I. – La commercialisation, l’exploitation ou l’utilisation de traitements algorithmiques ayant pour objet ou pour effet de détecter, surveiller ou analyser le comportement d’une personne ou d’un groupe de personnes dans des espaces publics, est interdite.
II. – En conséquence, l’article 10 de la loi n° 2023‑380 du 19 mai 2023 relative aux jeux Olympiques et Paralympiques de 2024 et portant diverses autres dispositions est abrogé.
L’analyse du comportement est une forme de surveillance de masse dans les espaces publics, censée alerter les autorités en cas de comportement « anormal ». De telles pratiques encouragent un comportement conforme à une norme qu’il serait souhaitable d’adopter collectivement. Ce faisant, en ce basant sur un « apprentissage » opaque, elles perpétuent et renforcent les discriminations en signalant sans raison des personnes respectueuses de la loi. La vidéosurveillance algorithmique, comme la vidéosurveillance avant elle, est donc inutile et dangereuse pour les libertés publiques et individuelles.

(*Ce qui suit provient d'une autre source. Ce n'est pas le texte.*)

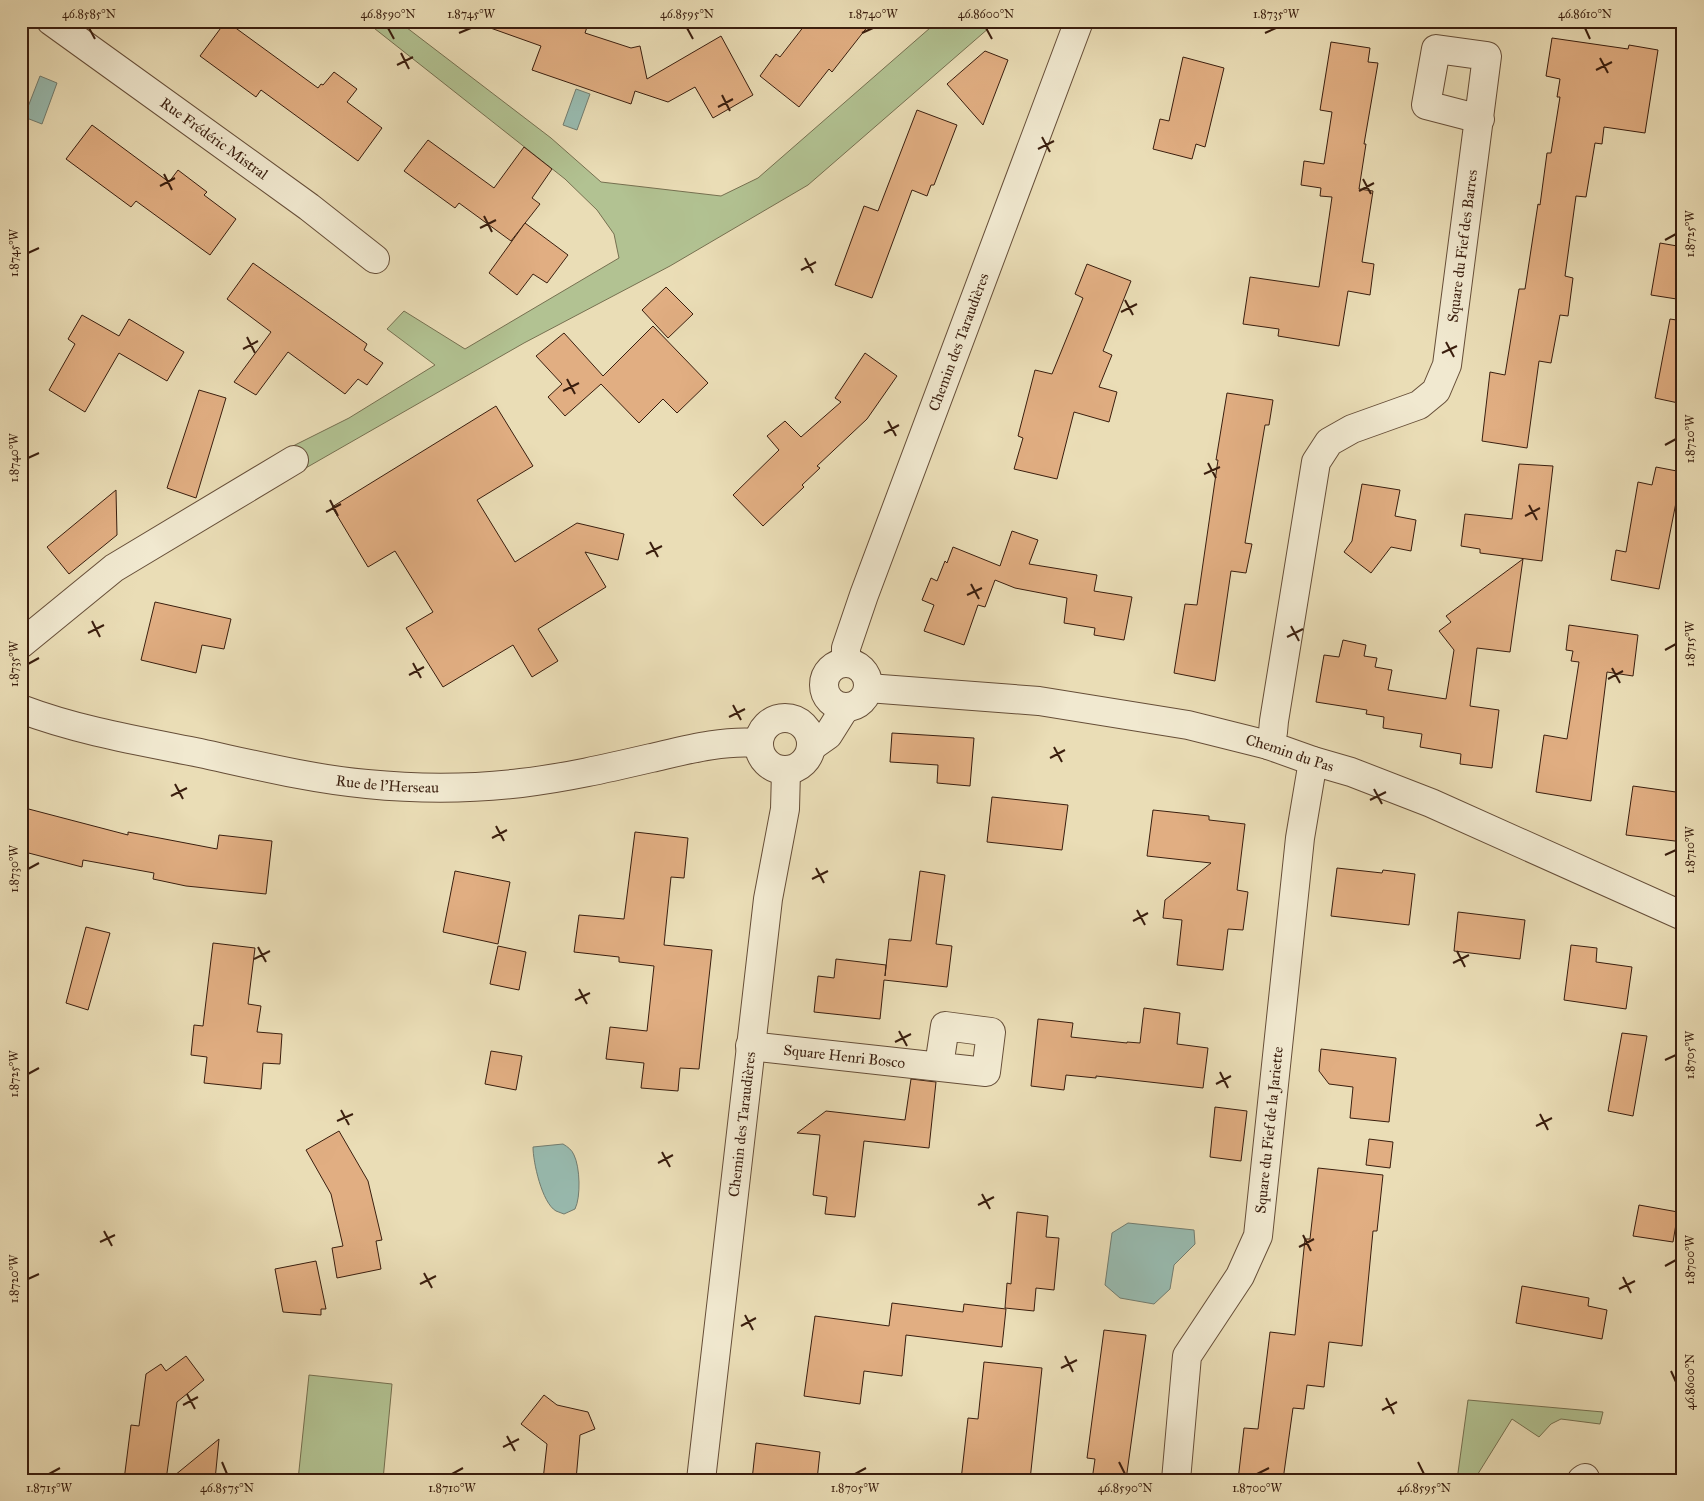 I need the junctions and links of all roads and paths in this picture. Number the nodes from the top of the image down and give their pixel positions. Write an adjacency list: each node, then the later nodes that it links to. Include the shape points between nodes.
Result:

A ces éléments accablants s’ajoute la possibilité ouverte d’utiliser les images captées par vidéosurveillance algorithmique a posteriori. Il s’agit d’une autre atteinte aux droits des personnes : leur image ne servira plus seulement pour des raisons présumées de sécurité mais aussi pour l’apprentissage d’une intelligence artificielle (IA) à des fins commerciales. Il s’agit là d’une dérive inacceptable. De plus, la conservation des images après leur utilisation en temps réel, dans un contexte de cybersécurité sous haute tension, expose les personnes et leur image à des fuites de données et une à utilisation ultérieure hors de tout encadrement légal.

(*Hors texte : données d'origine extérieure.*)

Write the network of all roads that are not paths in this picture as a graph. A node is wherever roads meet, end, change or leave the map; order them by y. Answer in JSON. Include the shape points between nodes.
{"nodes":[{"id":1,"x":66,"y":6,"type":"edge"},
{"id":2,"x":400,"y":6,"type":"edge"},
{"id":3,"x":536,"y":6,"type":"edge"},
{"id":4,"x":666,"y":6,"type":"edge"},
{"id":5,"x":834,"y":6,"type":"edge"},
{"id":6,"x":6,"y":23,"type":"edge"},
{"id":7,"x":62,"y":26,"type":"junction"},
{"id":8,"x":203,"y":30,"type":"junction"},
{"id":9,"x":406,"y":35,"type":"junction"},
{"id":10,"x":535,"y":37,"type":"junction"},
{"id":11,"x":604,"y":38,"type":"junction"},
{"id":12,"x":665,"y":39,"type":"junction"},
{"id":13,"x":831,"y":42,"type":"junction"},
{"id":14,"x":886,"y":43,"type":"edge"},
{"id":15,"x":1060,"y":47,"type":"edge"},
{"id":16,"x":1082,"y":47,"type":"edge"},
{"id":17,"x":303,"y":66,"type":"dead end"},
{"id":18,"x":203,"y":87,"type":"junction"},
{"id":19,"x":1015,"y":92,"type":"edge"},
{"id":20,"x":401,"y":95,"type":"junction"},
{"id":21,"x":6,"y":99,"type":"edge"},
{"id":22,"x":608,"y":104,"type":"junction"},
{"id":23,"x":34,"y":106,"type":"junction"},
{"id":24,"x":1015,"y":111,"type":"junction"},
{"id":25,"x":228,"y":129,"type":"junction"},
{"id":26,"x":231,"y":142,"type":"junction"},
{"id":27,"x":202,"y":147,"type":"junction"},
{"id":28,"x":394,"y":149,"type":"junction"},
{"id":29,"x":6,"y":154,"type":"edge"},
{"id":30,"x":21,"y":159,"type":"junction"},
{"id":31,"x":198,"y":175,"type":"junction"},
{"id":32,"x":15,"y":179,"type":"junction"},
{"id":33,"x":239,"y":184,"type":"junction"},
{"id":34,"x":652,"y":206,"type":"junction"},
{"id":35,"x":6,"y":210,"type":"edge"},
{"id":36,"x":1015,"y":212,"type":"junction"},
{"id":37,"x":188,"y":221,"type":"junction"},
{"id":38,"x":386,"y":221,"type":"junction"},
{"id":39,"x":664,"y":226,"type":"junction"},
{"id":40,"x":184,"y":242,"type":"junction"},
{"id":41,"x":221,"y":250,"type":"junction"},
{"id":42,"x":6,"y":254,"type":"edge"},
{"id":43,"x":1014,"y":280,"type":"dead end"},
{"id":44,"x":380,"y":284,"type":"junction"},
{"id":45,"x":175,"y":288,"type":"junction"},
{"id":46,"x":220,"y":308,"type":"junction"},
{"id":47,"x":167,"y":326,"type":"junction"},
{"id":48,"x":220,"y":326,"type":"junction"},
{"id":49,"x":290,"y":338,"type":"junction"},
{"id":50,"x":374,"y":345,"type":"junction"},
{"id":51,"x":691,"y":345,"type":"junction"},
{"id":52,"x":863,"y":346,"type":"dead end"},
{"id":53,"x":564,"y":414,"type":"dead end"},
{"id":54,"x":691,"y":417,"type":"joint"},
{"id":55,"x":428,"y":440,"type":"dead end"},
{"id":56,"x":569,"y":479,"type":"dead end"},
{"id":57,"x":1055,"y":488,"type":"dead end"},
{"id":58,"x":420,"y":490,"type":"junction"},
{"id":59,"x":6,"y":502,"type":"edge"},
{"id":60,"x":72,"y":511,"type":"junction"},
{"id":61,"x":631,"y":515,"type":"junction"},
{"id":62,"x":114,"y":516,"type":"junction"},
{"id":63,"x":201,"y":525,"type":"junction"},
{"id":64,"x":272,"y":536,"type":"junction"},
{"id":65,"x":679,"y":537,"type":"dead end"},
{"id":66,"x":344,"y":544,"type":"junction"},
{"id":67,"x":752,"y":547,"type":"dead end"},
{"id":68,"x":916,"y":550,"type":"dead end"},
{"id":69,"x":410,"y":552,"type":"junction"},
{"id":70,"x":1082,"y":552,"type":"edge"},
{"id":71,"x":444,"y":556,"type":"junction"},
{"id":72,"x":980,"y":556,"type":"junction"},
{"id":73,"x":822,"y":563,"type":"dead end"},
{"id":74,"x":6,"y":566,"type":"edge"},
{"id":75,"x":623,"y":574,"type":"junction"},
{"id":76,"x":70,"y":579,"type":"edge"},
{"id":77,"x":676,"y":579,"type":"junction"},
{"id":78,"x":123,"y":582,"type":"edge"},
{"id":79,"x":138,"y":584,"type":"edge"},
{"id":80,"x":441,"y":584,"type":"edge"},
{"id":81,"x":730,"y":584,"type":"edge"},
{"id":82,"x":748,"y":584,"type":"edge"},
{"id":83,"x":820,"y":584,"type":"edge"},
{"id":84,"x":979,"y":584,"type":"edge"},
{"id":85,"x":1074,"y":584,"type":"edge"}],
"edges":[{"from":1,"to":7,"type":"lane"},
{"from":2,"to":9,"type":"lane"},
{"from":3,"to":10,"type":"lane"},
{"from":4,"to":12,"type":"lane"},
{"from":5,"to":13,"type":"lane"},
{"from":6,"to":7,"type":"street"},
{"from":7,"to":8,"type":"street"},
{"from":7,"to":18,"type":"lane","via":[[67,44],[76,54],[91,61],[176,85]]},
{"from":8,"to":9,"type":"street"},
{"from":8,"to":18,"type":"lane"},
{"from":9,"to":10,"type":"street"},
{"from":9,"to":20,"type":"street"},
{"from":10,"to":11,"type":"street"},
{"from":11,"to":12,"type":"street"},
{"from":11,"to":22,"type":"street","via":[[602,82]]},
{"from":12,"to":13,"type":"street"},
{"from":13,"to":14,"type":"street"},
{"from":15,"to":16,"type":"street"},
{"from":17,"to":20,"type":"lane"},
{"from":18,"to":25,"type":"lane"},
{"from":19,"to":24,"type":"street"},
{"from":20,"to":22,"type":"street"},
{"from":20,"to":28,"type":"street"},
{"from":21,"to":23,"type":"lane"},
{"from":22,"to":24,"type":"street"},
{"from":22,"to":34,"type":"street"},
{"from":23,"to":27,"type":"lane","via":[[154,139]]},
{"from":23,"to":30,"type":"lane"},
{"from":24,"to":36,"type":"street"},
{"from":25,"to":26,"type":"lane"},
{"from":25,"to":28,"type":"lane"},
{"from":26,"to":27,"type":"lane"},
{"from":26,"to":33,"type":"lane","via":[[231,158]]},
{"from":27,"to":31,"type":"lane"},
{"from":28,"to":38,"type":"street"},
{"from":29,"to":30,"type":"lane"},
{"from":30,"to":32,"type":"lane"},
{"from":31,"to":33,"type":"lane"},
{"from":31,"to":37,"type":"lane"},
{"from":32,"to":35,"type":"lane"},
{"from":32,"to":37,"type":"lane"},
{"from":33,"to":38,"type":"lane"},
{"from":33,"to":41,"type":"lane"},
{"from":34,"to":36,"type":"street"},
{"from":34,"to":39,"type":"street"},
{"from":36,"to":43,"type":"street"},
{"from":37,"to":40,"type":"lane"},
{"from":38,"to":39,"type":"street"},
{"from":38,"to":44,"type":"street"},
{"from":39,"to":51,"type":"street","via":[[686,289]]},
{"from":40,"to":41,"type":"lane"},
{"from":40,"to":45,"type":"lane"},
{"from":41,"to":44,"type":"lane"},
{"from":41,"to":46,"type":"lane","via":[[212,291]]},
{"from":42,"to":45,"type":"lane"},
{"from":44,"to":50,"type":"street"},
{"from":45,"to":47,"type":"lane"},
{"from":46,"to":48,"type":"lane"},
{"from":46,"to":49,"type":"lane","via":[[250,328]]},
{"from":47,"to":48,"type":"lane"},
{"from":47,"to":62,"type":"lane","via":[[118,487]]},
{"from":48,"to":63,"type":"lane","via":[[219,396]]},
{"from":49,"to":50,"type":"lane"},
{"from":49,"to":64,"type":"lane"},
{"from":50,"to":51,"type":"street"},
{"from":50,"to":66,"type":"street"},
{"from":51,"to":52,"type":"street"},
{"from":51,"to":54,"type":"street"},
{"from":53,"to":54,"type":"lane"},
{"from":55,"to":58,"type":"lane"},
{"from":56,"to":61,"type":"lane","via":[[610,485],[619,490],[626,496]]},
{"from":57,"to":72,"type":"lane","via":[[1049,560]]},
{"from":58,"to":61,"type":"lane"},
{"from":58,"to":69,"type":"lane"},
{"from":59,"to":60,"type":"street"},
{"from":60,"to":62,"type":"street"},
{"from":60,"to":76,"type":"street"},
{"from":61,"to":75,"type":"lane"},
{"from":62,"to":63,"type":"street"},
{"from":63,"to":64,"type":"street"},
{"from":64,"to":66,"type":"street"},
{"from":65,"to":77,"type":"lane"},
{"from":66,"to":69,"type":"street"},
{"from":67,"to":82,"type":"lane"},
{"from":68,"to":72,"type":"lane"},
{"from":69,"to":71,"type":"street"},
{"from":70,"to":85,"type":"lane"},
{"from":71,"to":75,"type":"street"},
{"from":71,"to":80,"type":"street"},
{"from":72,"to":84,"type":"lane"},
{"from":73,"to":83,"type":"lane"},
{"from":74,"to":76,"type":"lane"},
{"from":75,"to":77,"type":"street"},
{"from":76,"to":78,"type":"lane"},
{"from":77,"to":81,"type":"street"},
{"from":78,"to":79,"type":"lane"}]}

En outre, les données collectées, croisées avec d’autres fichiers, permettraient sans peine d’identifier des individus lors de manifestations par exemple. Ce n’est pas de la fiction : c’est déjà ce qui se passe dans d’autres pays. Le résultat de l’apprentissage réalisé par l’IA pendant les JOP pourrait être ensuite vendu par leurs développeurs à des pays tiers, notamment en Afrique et au Moyen-Orient, comme le font déjà des entreprises françaises spécialisées dans ce domaine (au Qatar par exemple). Ainsi, en permettant cette technologie, nous aidons potentiellement des régimes autoritaires à surveiller leurs populations.
Aussi, le Conseil d’État estime que ce traitement des images est susceptible de mettre en cause la protection de la vie privée et d’autres droits et libertés fondamentales, tels que la liberté d’aller et venir et les libertés d’opinion et de manifestation, lorsque ces dernières s’exercent à l’occasion de ces événements.
La CNIL a quant à elle précisé que l’application de ces nouvelles technologies de surveillance pourrait conduire à un traitement massif de données à caractère personnel. Elles ne constituent pas une simple évolution technologique, mais une modification de la nature des dispositifs vidéo, pouvant entraîner des risques importants pour les libertés individuelles et collectives et un risque de surveillance et d’analyse dans l’espace public.
Enfin, le Parlement européen a appelé à l’interdiction permanente de l’utilisation de l’analyse ou de la reconnaissance automatisée dans les espaces publics de [...] signaux comportementaux. (2020/2016(INI), par. 26).
L’objet de cet amendement est donc d’interdire les dispositifs de vidéosurveillance algorithmique tels qu’introduits en France dans la loi JOP, ceci en contradiction avec l’esprit de l’acte sur l’IA négocié au niveau européen.